Já antes aqui tinha feito referência a Nelson Banza e ao seu Blog Alentejanamente Comendo.
O Nelson tem 37 anos, é natural de Colos e é destaque na edição desta semana do Diário do Alentejo
Nasceu em
Beja, filho de naturais de Entradas, cresceu em Colos e vive em Santiago
do Cacém. É um alentejano dos quatro costados e, enquanto profissional
da cozinha, interessam-lhe particularmente as “tradições, origens,
costumes e história” da gastronomia da região, que partilha com os
leitores no blogue “Alentejanamente Comendo”. Um espaço onde também
sugere inovações, mas sempre fiel aos ingredientes originais, sem os
quais, defende, as receitas tradicionais perdem a sua identidade.
Entrou
para a cozinha pela porta do exército e descobriu uma vocação. Hoje é
profissional da área, ao serviço da Escola do Serviço de Saúde Militar
(ESSM), em Lisboa, e como chefe na Quinta das Tílias, em Santiago do
Cacém, e mantém o blogue “Alentejanamente Comendo”, onde divulga as
raízes históricas dos comeres da região.
Foi no Exército que descobriu que queria ser cozinheiro. Como foi esse processo de descoberta?
Não
tinha ainda bem definido o que queria seguir profissionalmente e então,
aos 18 anos, decidi ingressar como voluntário para o exército. Uma vez
lá dentro, comecei a explorar as várias portas que poderia abrir para a
minha carreira profissional. E a que mais me despertou a atenção foi a
cozinha; sempre tive um fraquinho e um fascínio pela cozinha. Pedi para
fazer um curso de cozinha, e ao fim de duas semanas estava a caminho da
Escola Prática de Administração Militar, na Póvoa de Varzim. Ainda na
tropa, deram-me um estágio de três meses num hotel de 4* em Santarém, a
respetiva carteira profissional de cozinheiro e depois fui para a Messe
de Oficiais em Caxias.
Onde está a grande diferença entre cozinhar no meio militar e no civil?
Está
na diversidade das ementas, no racionamento dos géneros e sobretudo na
linha que temos que seguir quando elaboramos um determinado prato. Não
po}demos inventar muito nem fugir muito, temos que fazer mesmo aquilo
que está na ementa com os géneros que nos dão. Tudo se torna muito
repetitivo, as ementas rodam e os pratos são sempre os mesmos. Ao
contrário, no meio civil, podemos dar asas à criatividade sem pedirmos
autorizações.
Quando e com que propósito surgiu o blogue “Alentejanamente Comendo”?
Surgiu
em 2012 com o propósito de promover, divulgar e partilhar a nossa rica
cozinha alentejana que, sem dúvida, é um dos grandes potenciais valores
da região.
É um investigador das origens e da história da
cozinha alentejana. Que contributos ficaram dos vários povos que por cá
estiveram?
É muito importante “desenterrar” da história as
origens desta tão fascinante cozinha; é muito importante dar a conhecer a
todos, sobretudo aos mais novos, as raízes da cozinha alentejana, a
grande influência dos muçulmanos. Por exemplo, saber a história da tão
afamada sopa de beldroegas, da nossa açorda alentejana, da sopa de
tomate, entre tantas outras deixadas pelos árabes; saber como era a
nossa cozinha na época da expansão; e também como era vista a cozinha
durante o Império Romano. Tudo isto é importante e não se deve perder – o
Alentejo é um herdeiro afortunado da prestigiada influência árabe.

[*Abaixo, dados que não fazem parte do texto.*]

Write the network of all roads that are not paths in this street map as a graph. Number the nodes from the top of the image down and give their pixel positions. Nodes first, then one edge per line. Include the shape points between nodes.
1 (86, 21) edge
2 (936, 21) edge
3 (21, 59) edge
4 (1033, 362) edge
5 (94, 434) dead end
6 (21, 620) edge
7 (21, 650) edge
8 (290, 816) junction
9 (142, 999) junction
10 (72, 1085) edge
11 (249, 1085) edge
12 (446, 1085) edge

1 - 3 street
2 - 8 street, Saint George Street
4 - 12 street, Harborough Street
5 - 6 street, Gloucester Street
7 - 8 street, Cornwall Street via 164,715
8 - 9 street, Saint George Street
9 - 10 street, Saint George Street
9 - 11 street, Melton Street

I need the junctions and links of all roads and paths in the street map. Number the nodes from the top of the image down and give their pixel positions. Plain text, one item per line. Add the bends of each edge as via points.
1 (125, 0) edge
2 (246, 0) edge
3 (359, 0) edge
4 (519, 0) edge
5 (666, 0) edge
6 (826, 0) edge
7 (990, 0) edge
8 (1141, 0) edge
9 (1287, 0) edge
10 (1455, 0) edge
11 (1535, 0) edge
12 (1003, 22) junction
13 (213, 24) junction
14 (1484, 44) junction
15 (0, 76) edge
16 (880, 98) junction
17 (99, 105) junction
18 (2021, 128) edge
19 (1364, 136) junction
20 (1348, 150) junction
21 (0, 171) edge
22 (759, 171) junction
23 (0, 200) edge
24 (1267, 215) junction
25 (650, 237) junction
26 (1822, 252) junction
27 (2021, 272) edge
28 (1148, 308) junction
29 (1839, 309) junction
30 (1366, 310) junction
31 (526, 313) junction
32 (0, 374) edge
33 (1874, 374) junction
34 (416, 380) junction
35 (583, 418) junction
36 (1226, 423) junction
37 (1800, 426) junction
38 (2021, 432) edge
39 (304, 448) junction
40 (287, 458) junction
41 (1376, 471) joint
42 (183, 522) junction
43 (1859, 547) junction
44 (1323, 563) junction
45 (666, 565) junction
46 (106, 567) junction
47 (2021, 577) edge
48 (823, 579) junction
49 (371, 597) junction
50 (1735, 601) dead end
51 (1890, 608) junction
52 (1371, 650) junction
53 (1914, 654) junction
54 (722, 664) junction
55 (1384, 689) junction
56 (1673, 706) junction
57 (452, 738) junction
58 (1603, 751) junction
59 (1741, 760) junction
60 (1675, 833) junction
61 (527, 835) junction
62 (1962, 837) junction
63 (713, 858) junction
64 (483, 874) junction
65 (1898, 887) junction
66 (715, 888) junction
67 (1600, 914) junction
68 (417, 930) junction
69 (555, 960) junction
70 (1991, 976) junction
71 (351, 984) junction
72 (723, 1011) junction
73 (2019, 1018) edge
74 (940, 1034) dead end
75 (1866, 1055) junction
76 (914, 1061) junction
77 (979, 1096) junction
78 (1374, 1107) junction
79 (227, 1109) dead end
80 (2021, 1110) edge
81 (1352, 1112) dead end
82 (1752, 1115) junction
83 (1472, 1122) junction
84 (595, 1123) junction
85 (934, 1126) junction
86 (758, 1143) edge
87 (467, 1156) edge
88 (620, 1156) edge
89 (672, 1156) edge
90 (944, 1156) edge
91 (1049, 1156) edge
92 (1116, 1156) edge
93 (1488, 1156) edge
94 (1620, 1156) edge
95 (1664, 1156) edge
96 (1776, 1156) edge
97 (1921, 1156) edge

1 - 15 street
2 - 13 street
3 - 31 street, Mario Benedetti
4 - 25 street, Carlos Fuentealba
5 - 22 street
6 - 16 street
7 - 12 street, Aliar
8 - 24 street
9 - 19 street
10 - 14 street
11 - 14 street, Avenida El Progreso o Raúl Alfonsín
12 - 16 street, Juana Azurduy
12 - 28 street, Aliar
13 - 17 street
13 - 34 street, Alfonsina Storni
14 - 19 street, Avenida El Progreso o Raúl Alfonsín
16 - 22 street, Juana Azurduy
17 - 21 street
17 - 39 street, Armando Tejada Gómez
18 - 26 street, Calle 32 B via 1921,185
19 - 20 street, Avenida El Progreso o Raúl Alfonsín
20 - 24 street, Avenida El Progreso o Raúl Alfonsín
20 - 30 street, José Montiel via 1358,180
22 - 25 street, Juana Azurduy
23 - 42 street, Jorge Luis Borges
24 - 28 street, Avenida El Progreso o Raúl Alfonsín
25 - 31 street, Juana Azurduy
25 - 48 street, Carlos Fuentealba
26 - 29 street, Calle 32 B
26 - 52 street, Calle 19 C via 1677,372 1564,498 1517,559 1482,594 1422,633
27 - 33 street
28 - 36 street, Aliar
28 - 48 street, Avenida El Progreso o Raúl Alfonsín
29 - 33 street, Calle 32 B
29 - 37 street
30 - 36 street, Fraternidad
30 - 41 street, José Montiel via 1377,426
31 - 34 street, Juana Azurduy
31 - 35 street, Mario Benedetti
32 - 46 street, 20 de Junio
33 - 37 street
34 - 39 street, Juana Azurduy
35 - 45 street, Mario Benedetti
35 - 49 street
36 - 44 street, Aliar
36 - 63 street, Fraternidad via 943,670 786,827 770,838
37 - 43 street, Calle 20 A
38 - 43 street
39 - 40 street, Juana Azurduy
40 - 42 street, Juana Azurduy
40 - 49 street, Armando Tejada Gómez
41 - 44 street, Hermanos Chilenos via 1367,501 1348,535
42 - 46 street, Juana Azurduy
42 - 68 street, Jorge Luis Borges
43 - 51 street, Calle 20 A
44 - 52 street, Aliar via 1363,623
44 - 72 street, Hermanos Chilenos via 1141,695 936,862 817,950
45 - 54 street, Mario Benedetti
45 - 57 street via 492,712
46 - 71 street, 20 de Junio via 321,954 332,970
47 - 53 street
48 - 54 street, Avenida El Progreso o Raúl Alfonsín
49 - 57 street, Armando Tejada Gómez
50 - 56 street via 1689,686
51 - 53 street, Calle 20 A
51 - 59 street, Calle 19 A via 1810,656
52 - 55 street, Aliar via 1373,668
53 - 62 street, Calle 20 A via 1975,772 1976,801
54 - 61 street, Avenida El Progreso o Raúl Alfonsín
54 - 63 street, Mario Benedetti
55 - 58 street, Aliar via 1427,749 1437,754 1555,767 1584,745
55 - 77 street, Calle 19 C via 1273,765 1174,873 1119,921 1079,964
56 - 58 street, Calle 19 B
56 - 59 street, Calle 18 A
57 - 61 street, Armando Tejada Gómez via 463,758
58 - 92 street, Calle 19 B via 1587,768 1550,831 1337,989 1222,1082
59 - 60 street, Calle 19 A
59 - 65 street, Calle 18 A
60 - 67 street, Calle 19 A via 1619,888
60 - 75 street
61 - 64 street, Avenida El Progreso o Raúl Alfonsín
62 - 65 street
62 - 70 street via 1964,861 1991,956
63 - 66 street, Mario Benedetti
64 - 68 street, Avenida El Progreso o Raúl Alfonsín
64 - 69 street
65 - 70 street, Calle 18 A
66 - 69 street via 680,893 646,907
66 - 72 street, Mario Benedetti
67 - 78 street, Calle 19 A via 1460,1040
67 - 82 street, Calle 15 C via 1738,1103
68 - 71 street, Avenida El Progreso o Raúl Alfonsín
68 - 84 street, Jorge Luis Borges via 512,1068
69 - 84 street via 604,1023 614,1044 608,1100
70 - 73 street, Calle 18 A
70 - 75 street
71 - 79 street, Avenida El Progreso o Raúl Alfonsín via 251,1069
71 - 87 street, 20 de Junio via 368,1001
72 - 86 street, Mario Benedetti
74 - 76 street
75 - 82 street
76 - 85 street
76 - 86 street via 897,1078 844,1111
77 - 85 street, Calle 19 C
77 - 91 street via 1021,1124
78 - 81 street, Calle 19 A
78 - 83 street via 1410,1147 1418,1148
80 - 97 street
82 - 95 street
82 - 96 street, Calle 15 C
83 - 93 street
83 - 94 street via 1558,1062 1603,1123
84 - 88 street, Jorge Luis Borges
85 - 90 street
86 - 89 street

É possível modernizar o nosso modo tradicional de comer sem lhe retirar identidade?
Sim,
é possível modernizar o nosso modo tradicional de comer sem lhe retirar
a tradição. Ainda hoje existem lugares onde se cozinha conforme a
tradição e a receita árabe. Lembro-me, por exemplo, do ensopado de
borrego feito ao sabor das brasas e com os ingredientes idênticos aos da
época. Atualmente não é muito usual, mas podemos continuar a fazer uma
boa sopa de feijão frade no nosso fogão a gás mantendo o método
tradicional! É possível usar os nossos produtos tradicionais com as
nossas receitas regionais dando-lhes um ar mais moderno e inovador, sem
‑lhes retirar a identidade. Quando se alteram os ingredientes de uma
receita tradicional, então esta deixa de ser uma receita tradicional!
Podemos alterar o método de confeção mas não a receita.